Now that we had pretty much worked out all of the problems we faced with the process of tracking points and getting a CG face to animate the way we want, the final challenge was to have the face animate both on the full body rig and in the context of Woody’s body animation, mainly Woody lifting his head, and the body animation that follows his line.

The problem I faced regarding allowing Woody’s face to animate along with the rest of his body was that in its current state, if I were to move the head at all the joints would stay in place, and, skin-bound, keep parts of the head with them, stretching the mesh in undesirable ways. Before I touched the full body rig, I tried this with just the head. What I did first was put all of the joints into a group, and set the pivot point to the same place as the head pivot. I then parent constrained the translation of each of the joints to their respective polygon, and I parent constrained the rotation of the group to the head control. This allowed me to animate Woody’s head, and the joints would not only stay firmly on his face, but they animated his face the same way with his head facing down as with any other direction.

            The last problem was that the full body rig already had a skin cluster, so binding more joints to the face was impossible. The solution was a simple one: instead of smooth binding the joints to the face, I made them influence objects. This way, they could behave the same way they always did, except they didn’t interfere with the pre-existing skin cluster.

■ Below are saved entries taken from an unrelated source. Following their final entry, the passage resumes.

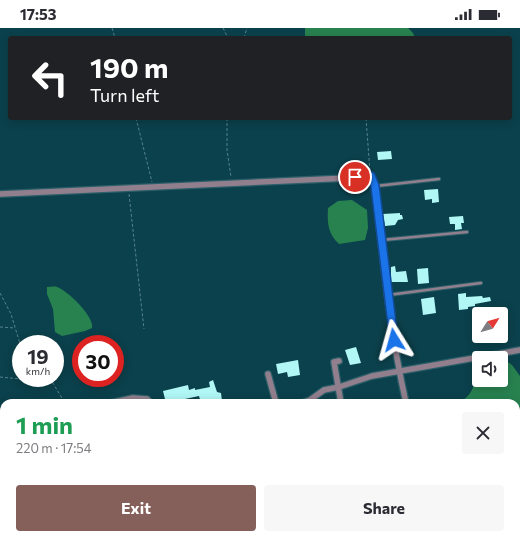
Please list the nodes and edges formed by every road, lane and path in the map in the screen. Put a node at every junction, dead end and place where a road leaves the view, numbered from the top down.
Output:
1 (136, 120) edge
2 (227, 120) edge
3 (366, 120) edge
4 (371, 176) junction
5 (439, 179) dead end
6 (231, 182) junction
7 (153, 186) junction
8 (375, 186) junction
9 (128, 188) junction
10 (0, 194) edge
11 (467, 232) dead end
12 (381, 240) junction
13 (481, 283) dead end
14 (0, 293) edge
15 (387, 295) junction
16 (0, 327) edge
17 (15, 328) junction
18 (144, 329) dead end
19 (17, 335) edge
20 (520, 350) edge
21 (339, 360) dead end
22 (398, 370) junction
23 (268, 374) dead end
24 (0, 377) edge
25 (12, 378) edge
26 (55, 387) edge
27 (340, 387) junction
28 (62, 399) edge
29 (128, 399) edge
30 (147, 399) edge
31 (275, 399) edge
32 (311, 399) edge
33 (341, 399) edge
34 (405, 399) edge

1 - 7 path
2 - 6 path
3 - 4 path
4 - 6 street
4 - 8 street
5 - 8 lane
6 - 7 street
7 - 9 street
8 - 12 street
9 - 10 street
9 - 18 path
11 - 12 lane
12 - 15 street
13 - 15 lane
14 - 17 path
15 - 22 street
16 - 17 path
17 - 19 path
20 - 22 street
21 - 27 street
22 - 27 street
22 - 34 street
23 - 31 street
24 - 25 path
26 - 28 path
27 - 32 street
27 - 33 street
29 - 30 street

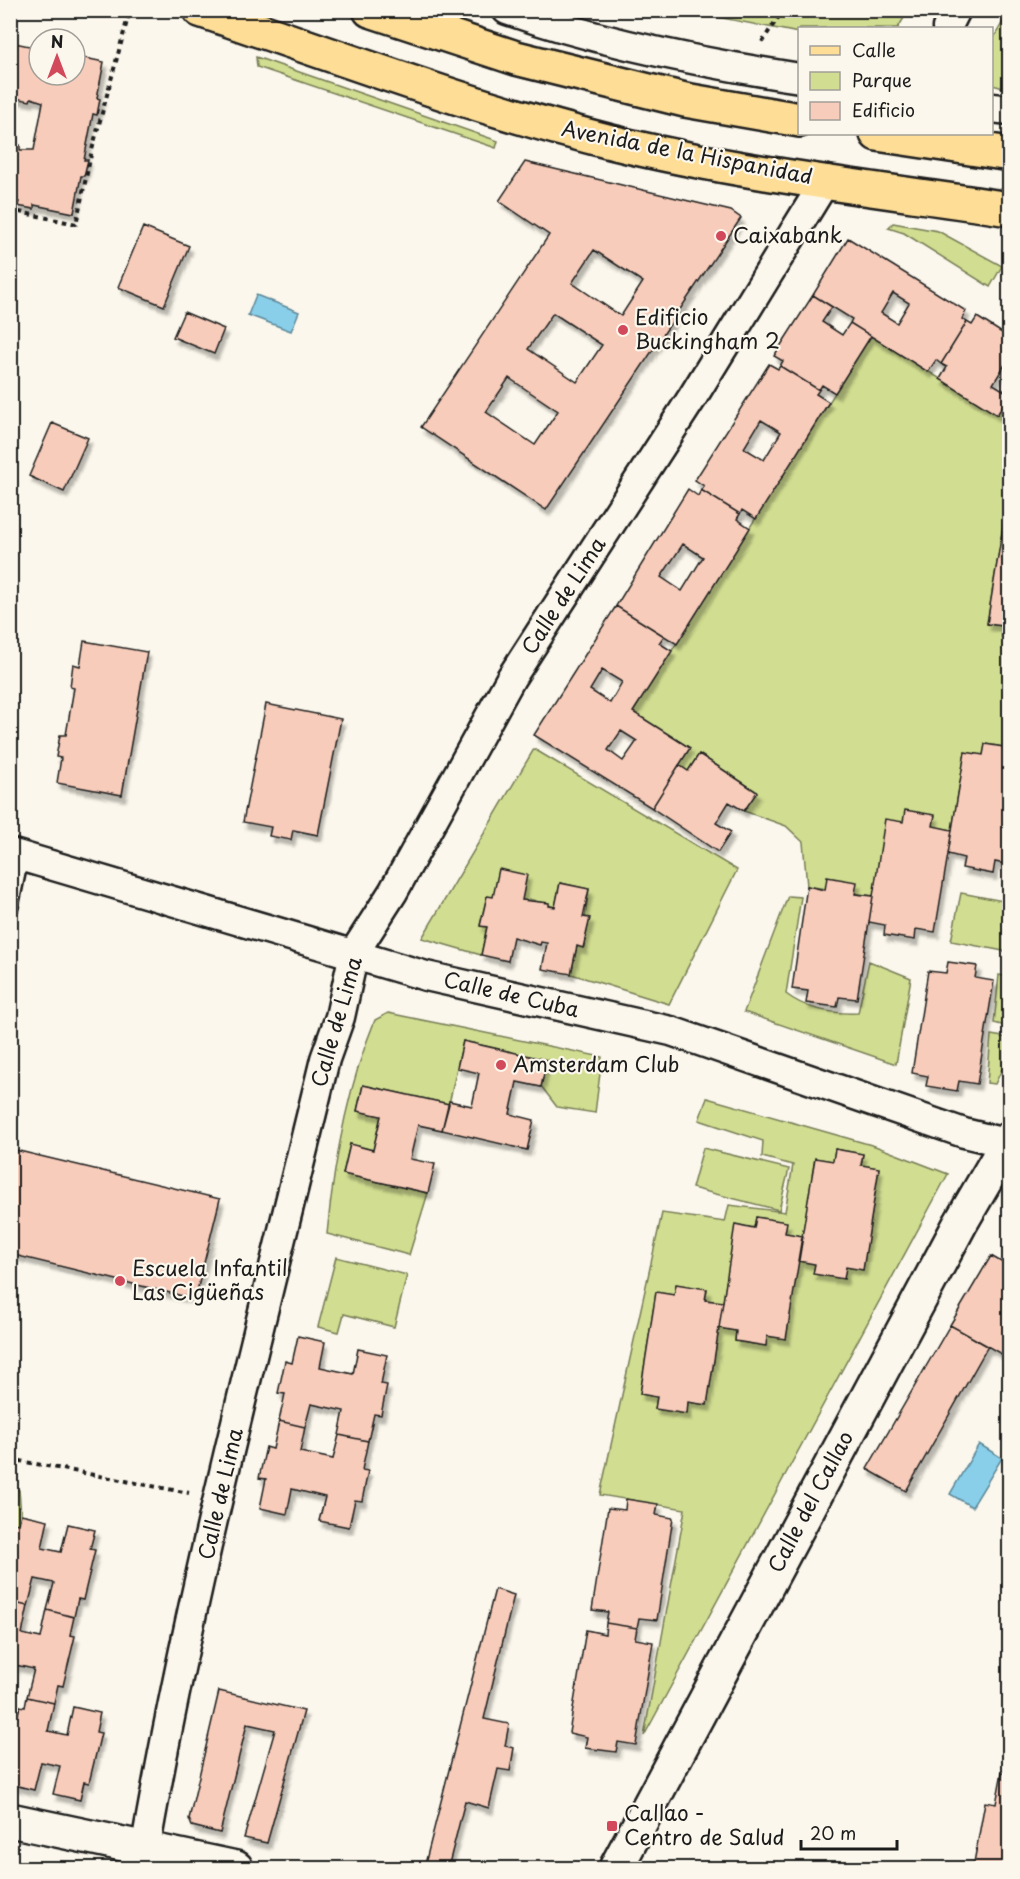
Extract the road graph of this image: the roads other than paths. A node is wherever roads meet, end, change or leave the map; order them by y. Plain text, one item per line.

Other than this difference, the rest of the procedure was the same. 

All considered, this is without a doubt a much faster method of facial animation and lip synch than the traditional keyframe-based method. Creating the actual performance is done more or less in real time, and making the dots traceable is just a matter of placement and contrast. Once one understands what they are doing, the most time-consuming parts of the in-computer process are more tedious and repetitive than anything else. While this technique is obviously limited to the expressive abilities of the real human face, the amount of time it takes to get that level of performative quality and nuance this way versus the traditional way is incomparable.

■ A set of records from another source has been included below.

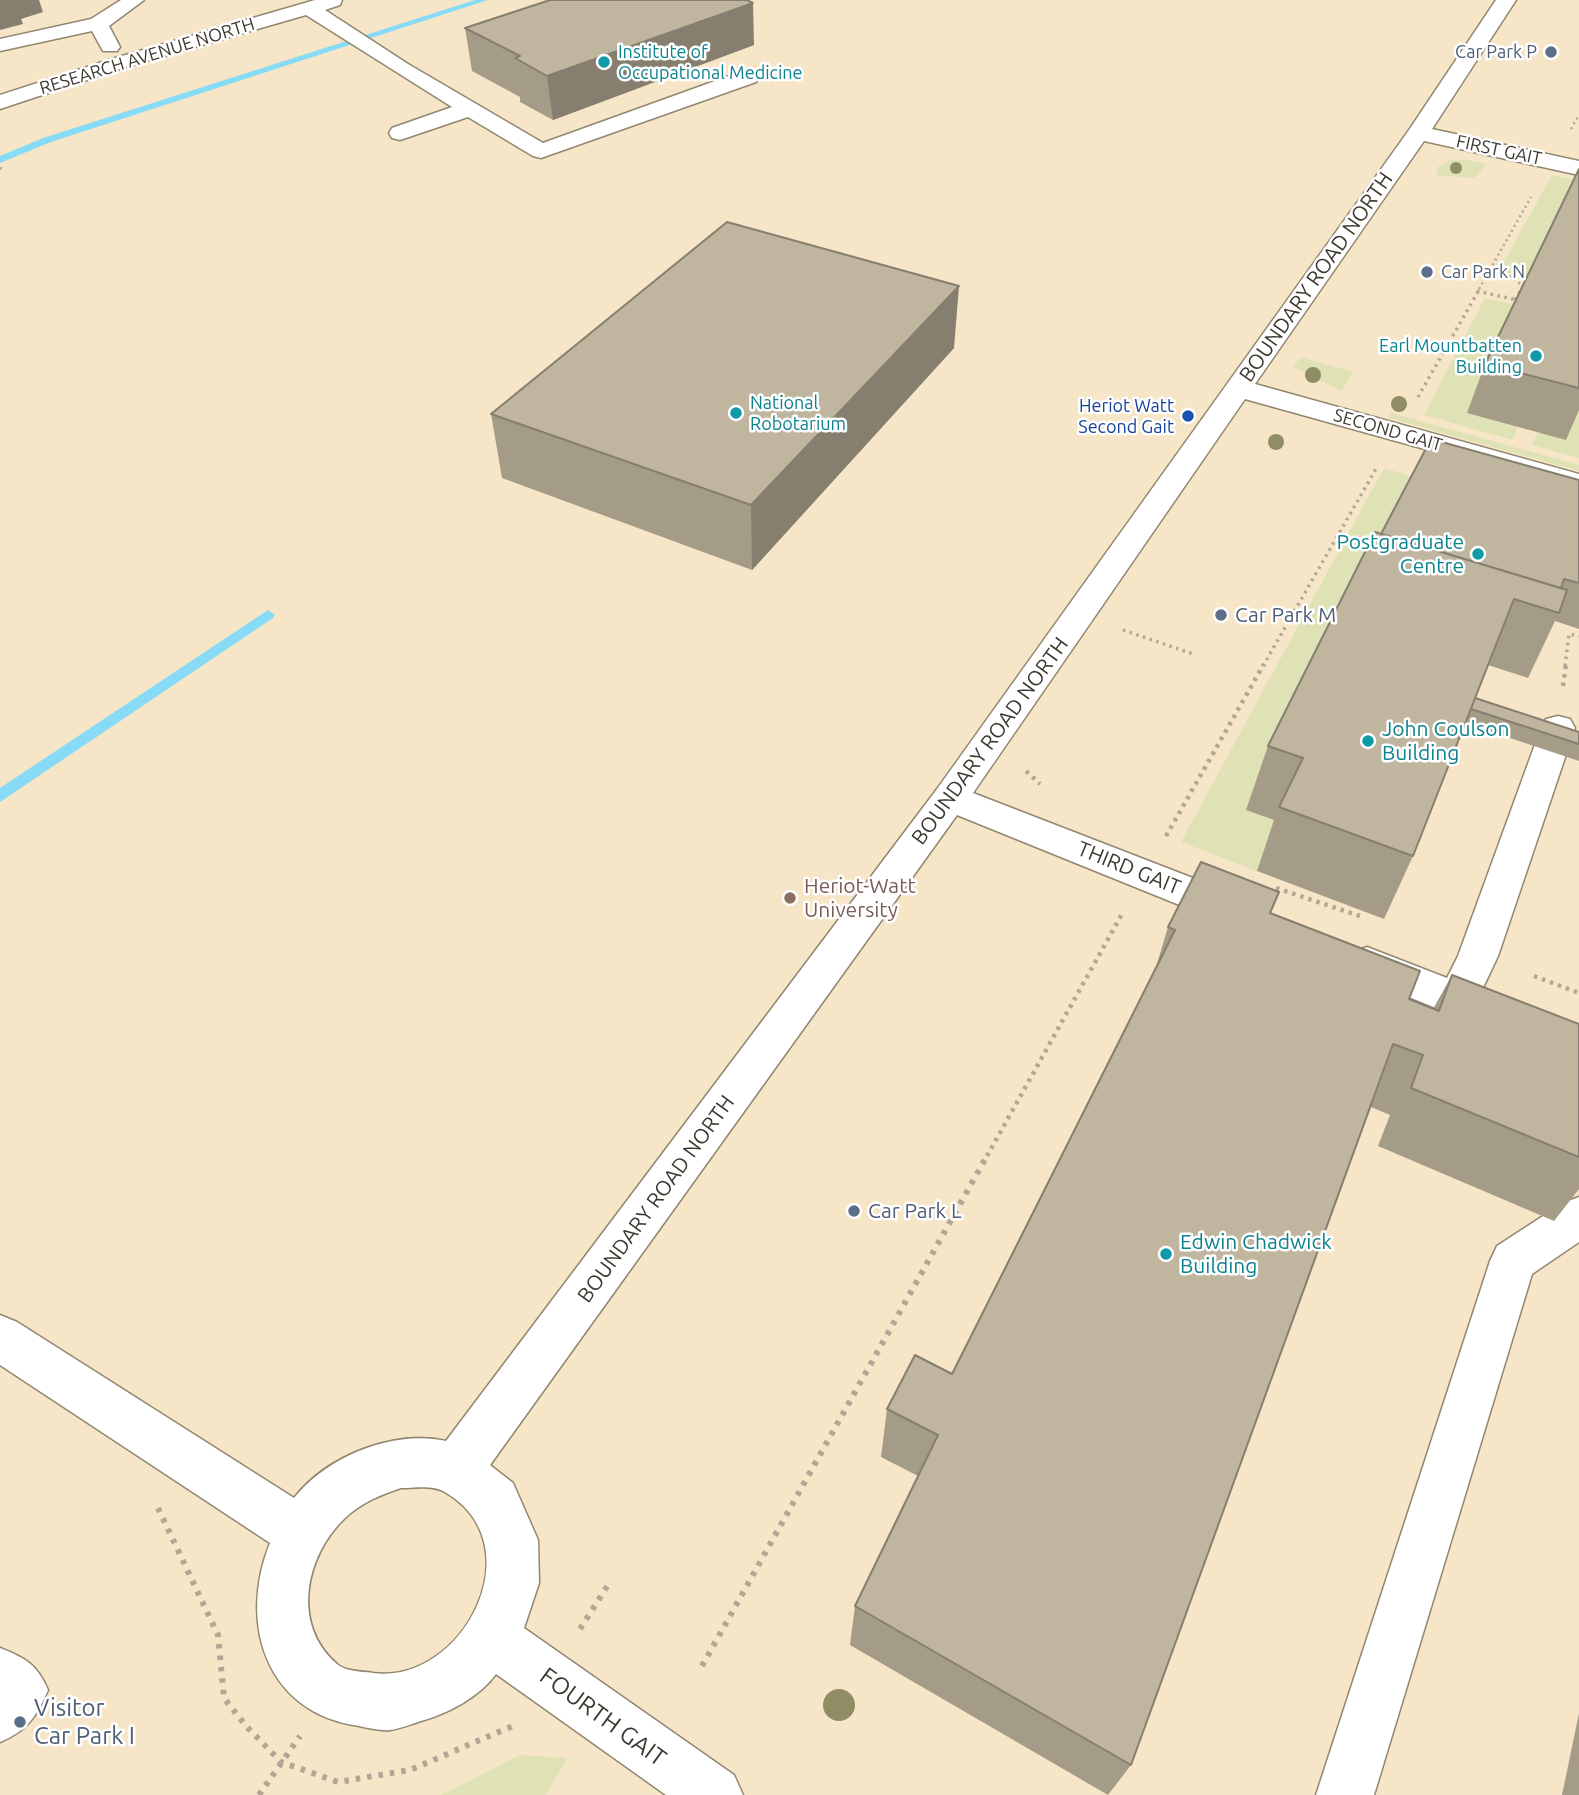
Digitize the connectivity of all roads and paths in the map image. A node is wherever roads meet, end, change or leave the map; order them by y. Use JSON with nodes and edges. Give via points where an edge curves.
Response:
{"nodes":[{"id":1,"x":134,"y":0,"type":"edge"},
{"id":2,"x":336,"y":0,"type":"edge"},
{"id":3,"x":1506,"y":0,"type":"edge"},
{"id":4,"x":309,"y":8,"type":"junction"},
{"id":5,"x":98,"y":24,"type":"junction"},
{"id":6,"x":0,"y":45,"type":"edge"},
{"id":7,"x":122,"y":62,"type":"junction"},
{"id":8,"x":748,"y":77,"type":"dead end"},
{"id":9,"x":0,"y":102,"type":"edge"},
{"id":10,"x":469,"y":109,"type":"junction"},
{"id":11,"x":1579,"y":115,"type":"edge"},
{"id":12,"x":400,"y":133,"type":"dead end"},
{"id":13,"x":1418,"y":133,"type":"junction"},
{"id":14,"x":1552,"y":162,"type":"junction"},
{"id":15,"x":1579,"y":168,"type":"edge"},
{"id":16,"x":1488,"y":272,"type":"junction"},
{"id":17,"x":1477,"y":291,"type":"junction"},
{"id":18,"x":1237,"y":388,"type":"junction"},
{"id":19,"x":1416,"y":401,"type":"dead end"},
{"id":20,"x":1379,"y":463,"type":"dead end"},
{"id":21,"x":1579,"y":483,"type":"edge"},
{"id":22,"x":1132,"y":633,"type":"dead end"},
{"id":23,"x":1579,"y":636,"type":"edge"},
{"id":24,"x":1196,"y":655,"type":"dead end"},
{"id":25,"x":1558,"y":728,"type":"joint"},
{"id":26,"x":950,"y":799,"type":"junction"},
{"id":27,"x":1144,"y":874,"type":"junction"},
{"id":28,"x":1270,"y":924,"type":"edge"},
{"id":29,"x":1332,"y":949,"type":"edge"},
{"id":30,"x":1457,"y":999,"type":"junction"},
{"id":31,"x":1579,"y":1050,"type":"edge"},
{"id":32,"x":1579,"y":1217,"type":"edge"},
{"id":33,"x":0,"y":1338,"type":"edge"},
{"id":34,"x":456,"y":1470,"type":"junction"},
{"id":35,"x":150,"y":1502,"type":"dead end"},
{"id":36,"x":300,"y":1532,"type":"junction"},
{"id":37,"x":492,"y":1638,"type":"junction"},
{"id":38,"x":702,"y":1667,"type":"dead end"},
{"id":39,"x":0,"y":1675,"type":"edge"},
{"id":40,"x":332,"y":1694,"type":"junction"},
{"id":41,"x":0,"y":1714,"type":"edge"},
{"id":42,"x":522,"y":1721,"type":"dead end"},
{"id":43,"x":281,"y":1762,"type":"junction"},
{"id":44,"x":698,"y":1791,"type":"edge"},
{"id":45,"x":260,"y":1795,"type":"edge"},
{"id":46,"x":1345,"y":1795,"type":"edge"}],
"edges":[{"from":1,"to":5,"type":"street"},
{"from":2,"to":4,"type":"street","name":"RESEARCH AVENUE NORTH"},
{"from":3,"to":13,"type":"street","name":"BOUNDARY ROAD NORTH"},
{"from":4,"to":7,"type":"street","name":"RESEARCH AVENUE NORTH"},
{"from":4,"to":10,"type":"street"},
{"from":5,"to":6,"type":"street"},
{"from":5,"to":7,"type":"street"},
{"from":7,"to":9,"type":"street","name":"RESEARCH AVENUE NORTH"},
{"from":8,"to":10,"type":"street","via":[[541,151]]},
{"from":10,"to":12,"type":"street"},
{"from":11,"to":14,"type":"path"},
{"from":13,"to":14,"type":"street","name":"FIRST GAIT"},
{"from":13,"to":18,"type":"street","name":"BOUNDARY ROAD NORTH"},
{"from":14,"to":15,"type":"street","name":"FIRST GAIT"},
{"from":14,"to":16,"type":"path"},
{"from":16,"to":17,"type":"path"},
{"from":16,"to":17,"type":"path","via":[[1510,276],[1523,286],[1518,300]]},
{"from":17,"to":19,"type":"path"},
{"from":18,"to":21,"type":"street","name":"SECOND GAIT"},
{"from":18,"to":26,"type":"street","name":"BOUNDARY ROAD NORTH"},
{"from":20,"to":27,"type":"path"},
{"from":22,"to":24,"type":"path"},
{"from":23,"to":25,"type":"path","via":[[1569,634]]},
{"from":25,"to":30,"type":"street","via":[[1478,956]]},
{"from":26,"to":27,"type":"street","name":"THIRD GAIT"},
{"from":26,"to":34,"type":"street","name":"BOUNDARY ROAD NORTH"},
{"from":27,"to":28,"type":"street","name":"THIRD GAIT"},
{"from":27,"to":38,"type":"path"},
{"from":29,"to":30,"type":"street"},
{"from":30,"to":31,"type":"street"},
{"from":32,"to":46,"type":"street","via":[[1513,1261]]},
{"from":33,"to":36,"type":"street"},
{"from":34,"to":36,"type":"street","via":[[430,1463],[401,1463],[372,1471],[320,1506]]},
{"from":34,"to":37,"type":"street","via":[[482,1486],[500,1510],[512,1538],[514,1571],[508,1605]]},
{"from":35,"to":43,"type":"path","via":[[159,1509],[218,1635],[225,1698]]},
{"from":36,"to":40,"type":"street","via":[[287,1562],[282,1624],[292,1652],[309,1676]]},
{"from":37,"to":40,"type":"street","via":[[446,1685],[418,1698],[358,1703]]},
{"from":37,"to":44,"type":"street","name":"FOURTH GAIT"},
{"from":39,"to":41,"type":"street","via":[[20,1690]]},
{"from":40,"to":43,"type":"path"},
{"from":42,"to":43,"type":"path","via":[[410,1770],[338,1782]]},
{"from":43,"to":45,"type":"path"}]}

  1. hey thanks fr dis cool article... i am also working on the similar technique for facial animation for my dissertation.. dis article will be more nice if u insert images while explaining...once thnx alot for this article

    Sudhir Verma

  2. Hi Stephen,

    I just wanted to say thank you for sharing your work. I'm doing the same thing looking to link maya live tracking data to drive the facial animation.

    I was playing with the linking of the tracking nodes and was limitly successful. You information on linking the location to the translation helps out a lot.

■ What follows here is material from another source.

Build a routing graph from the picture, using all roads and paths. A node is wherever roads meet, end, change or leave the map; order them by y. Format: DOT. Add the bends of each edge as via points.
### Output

    One thing i did discover doing tracking data on the projects is that it helps to have different color tracking dots. I usually see all white tracking balls, but did come across some set ups where the tracking balls were different colors. This helps a lot when dealing in areas where the tracking points cross or come close to each other. The Software can instantly switch if the two tracking points are of the same color and close together.

    I solved this by going and buying a package of stickers used to highlight different things. Simply small circles about 1/4 inch in diameter that come in 4 different colors. Red,Blue,Green and Yellow. I also took a black marker like you to a sheet of white sticker paper and colored half then used a hole punch a bunch of different small circular stickers of the same size as the colored ones. It allowed me to put more tracking points together closer without confusing the software on which to track.

    Thanks again for the post. Really helpful. If at all i'd love to see some of your test footage if available on youtube or something.